**Exercise aim:** In the data beneath this task, how many lines contain "Mntwana"? Answer with the number only.

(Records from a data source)
○ ○ ○ ○ ○
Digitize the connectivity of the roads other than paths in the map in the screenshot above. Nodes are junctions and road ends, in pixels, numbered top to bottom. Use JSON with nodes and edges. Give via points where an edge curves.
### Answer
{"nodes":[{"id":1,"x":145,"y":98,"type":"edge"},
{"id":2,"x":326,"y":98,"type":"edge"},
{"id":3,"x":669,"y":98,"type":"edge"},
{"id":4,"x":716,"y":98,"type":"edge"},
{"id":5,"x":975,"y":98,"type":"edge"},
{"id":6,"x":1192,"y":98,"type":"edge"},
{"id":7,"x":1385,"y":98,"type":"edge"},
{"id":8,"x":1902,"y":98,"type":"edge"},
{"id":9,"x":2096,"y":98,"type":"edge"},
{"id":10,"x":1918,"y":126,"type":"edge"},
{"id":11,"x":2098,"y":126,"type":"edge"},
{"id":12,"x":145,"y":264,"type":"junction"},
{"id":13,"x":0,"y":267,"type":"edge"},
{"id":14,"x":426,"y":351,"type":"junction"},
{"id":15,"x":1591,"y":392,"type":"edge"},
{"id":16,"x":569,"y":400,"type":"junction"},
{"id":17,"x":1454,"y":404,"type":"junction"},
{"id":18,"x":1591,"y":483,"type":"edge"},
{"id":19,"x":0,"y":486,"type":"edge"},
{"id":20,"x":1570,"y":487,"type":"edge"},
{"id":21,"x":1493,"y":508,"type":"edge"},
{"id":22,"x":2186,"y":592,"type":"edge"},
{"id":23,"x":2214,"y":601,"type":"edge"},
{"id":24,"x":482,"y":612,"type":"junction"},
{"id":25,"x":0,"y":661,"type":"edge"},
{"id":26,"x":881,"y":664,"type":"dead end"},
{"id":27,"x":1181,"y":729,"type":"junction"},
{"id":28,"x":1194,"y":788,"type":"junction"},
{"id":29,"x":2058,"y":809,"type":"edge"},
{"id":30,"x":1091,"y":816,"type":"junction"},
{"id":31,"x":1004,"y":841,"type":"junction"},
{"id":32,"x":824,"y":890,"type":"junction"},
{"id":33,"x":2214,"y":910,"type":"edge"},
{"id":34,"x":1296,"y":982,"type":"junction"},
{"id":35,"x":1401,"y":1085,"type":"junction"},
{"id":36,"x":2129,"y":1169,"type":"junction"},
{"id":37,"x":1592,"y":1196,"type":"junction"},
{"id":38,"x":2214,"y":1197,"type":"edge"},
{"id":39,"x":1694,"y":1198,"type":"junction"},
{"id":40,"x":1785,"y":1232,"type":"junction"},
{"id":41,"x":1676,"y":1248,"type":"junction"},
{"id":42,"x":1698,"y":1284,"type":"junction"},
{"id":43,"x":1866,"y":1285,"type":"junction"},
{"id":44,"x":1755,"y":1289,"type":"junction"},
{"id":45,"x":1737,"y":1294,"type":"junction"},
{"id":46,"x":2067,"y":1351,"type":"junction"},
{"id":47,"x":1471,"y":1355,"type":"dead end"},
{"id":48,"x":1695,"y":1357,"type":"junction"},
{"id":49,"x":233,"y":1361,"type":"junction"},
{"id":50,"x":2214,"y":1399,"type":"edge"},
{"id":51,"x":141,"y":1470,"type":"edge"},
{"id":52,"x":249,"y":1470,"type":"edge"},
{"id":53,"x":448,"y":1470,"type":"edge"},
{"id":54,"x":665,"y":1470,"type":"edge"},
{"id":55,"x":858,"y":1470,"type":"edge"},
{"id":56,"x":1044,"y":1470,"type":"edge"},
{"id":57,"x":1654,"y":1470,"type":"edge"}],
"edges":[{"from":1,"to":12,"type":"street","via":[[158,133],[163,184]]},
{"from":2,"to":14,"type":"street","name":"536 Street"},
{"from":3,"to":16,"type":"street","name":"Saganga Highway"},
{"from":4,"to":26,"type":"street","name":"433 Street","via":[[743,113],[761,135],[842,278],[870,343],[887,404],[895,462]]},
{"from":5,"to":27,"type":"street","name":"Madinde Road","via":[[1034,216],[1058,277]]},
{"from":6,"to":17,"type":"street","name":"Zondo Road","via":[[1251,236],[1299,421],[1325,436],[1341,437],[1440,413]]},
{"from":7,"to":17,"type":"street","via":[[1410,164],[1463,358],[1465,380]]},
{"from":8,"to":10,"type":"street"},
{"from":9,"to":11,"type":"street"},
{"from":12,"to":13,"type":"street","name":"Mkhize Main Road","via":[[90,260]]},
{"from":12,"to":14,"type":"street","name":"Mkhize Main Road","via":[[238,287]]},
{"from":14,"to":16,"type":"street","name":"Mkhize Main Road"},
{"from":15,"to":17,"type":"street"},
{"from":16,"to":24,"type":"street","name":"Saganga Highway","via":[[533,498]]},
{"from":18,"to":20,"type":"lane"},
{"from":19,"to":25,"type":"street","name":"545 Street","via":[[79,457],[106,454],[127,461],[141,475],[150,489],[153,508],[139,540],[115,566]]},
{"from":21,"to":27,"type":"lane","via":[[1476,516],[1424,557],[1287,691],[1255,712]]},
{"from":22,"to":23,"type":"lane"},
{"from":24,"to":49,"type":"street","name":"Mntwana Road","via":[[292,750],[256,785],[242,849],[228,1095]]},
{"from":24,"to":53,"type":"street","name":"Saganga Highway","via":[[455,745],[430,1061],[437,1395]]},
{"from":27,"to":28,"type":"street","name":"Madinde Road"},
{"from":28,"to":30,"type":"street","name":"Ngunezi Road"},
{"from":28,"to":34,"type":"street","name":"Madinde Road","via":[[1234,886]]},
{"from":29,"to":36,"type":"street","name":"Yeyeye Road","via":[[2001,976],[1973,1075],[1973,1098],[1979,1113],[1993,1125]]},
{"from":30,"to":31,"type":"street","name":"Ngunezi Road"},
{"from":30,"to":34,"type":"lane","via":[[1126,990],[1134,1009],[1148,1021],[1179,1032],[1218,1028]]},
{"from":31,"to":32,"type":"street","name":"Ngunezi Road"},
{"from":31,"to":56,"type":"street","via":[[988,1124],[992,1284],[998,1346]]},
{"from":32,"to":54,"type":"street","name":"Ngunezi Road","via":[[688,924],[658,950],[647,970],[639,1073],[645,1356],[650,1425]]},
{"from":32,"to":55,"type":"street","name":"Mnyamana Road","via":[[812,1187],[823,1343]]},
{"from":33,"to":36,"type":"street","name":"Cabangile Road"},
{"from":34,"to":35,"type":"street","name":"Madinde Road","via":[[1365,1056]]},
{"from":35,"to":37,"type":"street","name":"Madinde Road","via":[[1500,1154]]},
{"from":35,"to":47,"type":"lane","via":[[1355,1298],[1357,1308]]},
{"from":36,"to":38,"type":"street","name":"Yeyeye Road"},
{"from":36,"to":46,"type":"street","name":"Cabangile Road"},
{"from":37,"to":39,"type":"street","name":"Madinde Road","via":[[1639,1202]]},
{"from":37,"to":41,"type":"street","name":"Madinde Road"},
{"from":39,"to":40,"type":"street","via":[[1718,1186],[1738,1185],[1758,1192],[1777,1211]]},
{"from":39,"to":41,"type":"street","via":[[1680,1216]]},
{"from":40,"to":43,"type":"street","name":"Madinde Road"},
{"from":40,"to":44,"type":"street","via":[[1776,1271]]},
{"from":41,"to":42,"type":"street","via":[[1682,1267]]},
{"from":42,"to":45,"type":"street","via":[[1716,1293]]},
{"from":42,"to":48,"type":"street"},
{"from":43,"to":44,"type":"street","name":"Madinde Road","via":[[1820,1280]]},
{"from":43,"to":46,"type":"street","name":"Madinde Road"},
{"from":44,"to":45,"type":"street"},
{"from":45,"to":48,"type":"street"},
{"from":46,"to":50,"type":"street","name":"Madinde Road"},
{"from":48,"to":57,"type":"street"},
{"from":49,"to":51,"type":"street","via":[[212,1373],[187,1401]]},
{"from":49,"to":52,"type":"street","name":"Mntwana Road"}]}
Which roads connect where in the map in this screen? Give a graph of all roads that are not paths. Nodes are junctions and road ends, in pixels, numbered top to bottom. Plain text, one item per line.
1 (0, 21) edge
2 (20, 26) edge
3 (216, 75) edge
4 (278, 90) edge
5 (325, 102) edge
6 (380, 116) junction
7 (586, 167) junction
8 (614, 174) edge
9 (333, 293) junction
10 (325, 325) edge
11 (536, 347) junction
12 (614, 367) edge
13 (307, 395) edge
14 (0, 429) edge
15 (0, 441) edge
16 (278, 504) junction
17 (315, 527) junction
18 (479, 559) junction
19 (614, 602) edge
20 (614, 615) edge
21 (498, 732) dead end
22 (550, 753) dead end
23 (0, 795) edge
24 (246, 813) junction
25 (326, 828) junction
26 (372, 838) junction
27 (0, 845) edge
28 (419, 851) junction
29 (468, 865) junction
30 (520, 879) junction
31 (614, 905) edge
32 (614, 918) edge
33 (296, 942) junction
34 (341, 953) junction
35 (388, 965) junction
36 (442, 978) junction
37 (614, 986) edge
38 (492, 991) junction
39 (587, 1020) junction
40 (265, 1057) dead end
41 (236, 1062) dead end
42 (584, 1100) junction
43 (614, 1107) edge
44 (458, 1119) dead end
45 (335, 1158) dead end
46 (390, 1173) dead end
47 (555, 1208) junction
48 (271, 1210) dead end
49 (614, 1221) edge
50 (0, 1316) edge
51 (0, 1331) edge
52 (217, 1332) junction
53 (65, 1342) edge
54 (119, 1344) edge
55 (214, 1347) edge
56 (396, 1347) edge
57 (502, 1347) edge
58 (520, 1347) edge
○ ○ ○ ○ ○
**Expected answer:** 2